ICYMI – Week of July 28, 2017

  • Rising e-commerce sales and advancements in robots is seeing a shift in the logistics and distribution market around the Greater Toronto Area, according to the Globe and Mail. One things I’ve always wondered about is the dwindling amount of employment lands for warehousing and logistics in the region and the increasing demand driven by e-commerce. With robotics, it seems that warehouses are going vertical.
  • Airbnb is rolling out a new feature called “experiences”. Tom Friedman wrote a bit about it in the NYTimes. In sum, it’s a way for Airbnb’s hosts to provide additional curated experiences for visitors. Some good examples are provided in the article, but the gist of it is, not being content to simply take on the hotel industry on the basis of providing accommodations alone, Airbnb wants to be a kind of “hands-off” concierge wherein hosts provide fun and interesting travel experiences to visitors.

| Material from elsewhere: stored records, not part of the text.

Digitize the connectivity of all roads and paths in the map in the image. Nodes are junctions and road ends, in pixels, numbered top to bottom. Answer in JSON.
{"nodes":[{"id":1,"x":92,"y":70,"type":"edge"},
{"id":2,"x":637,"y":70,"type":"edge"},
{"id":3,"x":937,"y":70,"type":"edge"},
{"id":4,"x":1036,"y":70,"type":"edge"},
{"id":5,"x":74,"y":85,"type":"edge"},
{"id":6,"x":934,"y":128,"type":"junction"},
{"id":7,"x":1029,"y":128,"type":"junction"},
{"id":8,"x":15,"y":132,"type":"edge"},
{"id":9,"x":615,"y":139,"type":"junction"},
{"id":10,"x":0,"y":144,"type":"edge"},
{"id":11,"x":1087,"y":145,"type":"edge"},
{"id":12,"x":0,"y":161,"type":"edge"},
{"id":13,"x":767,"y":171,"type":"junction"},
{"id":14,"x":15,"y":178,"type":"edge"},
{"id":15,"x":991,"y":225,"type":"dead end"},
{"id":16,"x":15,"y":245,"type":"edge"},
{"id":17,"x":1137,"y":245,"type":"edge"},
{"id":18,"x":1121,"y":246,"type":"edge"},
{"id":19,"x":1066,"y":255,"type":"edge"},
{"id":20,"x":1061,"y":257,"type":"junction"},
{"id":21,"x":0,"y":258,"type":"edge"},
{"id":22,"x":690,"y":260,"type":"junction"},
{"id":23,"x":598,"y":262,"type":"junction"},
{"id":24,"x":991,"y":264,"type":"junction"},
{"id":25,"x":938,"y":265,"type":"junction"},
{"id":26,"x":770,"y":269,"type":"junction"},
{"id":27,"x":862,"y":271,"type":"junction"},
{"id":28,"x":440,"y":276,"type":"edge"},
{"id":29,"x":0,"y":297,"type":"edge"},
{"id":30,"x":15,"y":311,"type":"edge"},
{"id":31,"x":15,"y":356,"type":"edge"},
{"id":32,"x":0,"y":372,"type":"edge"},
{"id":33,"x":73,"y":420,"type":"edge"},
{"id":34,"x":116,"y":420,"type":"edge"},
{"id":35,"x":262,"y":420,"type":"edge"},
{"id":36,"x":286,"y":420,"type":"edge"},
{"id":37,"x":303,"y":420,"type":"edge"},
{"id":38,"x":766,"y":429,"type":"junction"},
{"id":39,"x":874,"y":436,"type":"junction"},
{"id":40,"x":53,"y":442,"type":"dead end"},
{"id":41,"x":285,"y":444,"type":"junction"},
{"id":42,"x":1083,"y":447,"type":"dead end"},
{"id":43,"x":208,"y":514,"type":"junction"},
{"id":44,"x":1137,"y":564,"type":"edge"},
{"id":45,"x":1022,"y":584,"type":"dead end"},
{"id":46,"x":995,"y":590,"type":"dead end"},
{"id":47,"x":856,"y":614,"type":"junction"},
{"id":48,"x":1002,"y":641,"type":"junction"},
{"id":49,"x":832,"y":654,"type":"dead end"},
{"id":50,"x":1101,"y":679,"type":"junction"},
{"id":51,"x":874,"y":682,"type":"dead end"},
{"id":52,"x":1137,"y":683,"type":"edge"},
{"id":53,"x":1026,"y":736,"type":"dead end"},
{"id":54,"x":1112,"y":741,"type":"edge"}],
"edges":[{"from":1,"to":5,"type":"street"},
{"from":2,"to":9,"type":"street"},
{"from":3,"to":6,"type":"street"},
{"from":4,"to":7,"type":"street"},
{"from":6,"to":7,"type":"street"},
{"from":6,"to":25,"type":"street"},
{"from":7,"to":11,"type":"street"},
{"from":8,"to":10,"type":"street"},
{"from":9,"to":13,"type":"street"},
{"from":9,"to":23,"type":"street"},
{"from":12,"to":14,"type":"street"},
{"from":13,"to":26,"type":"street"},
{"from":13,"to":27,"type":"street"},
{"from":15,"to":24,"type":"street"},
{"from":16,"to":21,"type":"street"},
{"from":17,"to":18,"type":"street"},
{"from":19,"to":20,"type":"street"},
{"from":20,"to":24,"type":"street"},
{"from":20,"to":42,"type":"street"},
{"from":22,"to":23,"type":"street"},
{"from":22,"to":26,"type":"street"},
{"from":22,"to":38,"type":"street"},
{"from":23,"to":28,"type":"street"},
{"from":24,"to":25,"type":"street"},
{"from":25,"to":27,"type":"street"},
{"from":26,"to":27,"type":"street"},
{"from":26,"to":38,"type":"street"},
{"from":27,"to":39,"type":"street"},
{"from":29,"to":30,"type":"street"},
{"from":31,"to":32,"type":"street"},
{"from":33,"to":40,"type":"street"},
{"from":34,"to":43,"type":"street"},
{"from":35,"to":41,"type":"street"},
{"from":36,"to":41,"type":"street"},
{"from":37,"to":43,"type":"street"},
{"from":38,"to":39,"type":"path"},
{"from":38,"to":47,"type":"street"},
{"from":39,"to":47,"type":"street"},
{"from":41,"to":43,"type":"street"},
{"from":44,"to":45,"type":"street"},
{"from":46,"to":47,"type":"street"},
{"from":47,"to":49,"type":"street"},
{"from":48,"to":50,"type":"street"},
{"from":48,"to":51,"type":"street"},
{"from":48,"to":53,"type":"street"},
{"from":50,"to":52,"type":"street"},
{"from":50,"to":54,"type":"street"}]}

  • There’s been a lot of debate about Elon Musk’s new Hyperloop proposal. Geoff Manaugh of bldgblog wrote a great critique of the Hyperloop and similar moonshot ideas for the New Yorker, but I feel as if everyone’s missed the point on this. Musk has no investment in Hyperloop. He pitched the idea 8 years ago and it’s been taken on by 3rd parties ever since. He has, however, put money down on a tunneling company. Musk is using the Hyperloop to sell his tunnel. The tunnel is the main thing here, not the Hyperloop. It’s Musk’s way of sparking the public’s imagination to take care of an age old problem (how can we build more tunnels and improve our transportation infrastructure?).
  • Following up on all the news of different countries or cities phasing out petrol cars in the future, Bloomberg reports that the auto-manufacturing industry will take care of it long before the policies actually come into force. The claim is based on the rapidly declining costs of electric batteries as well as the number of car companies increasing investments in electric vehicles.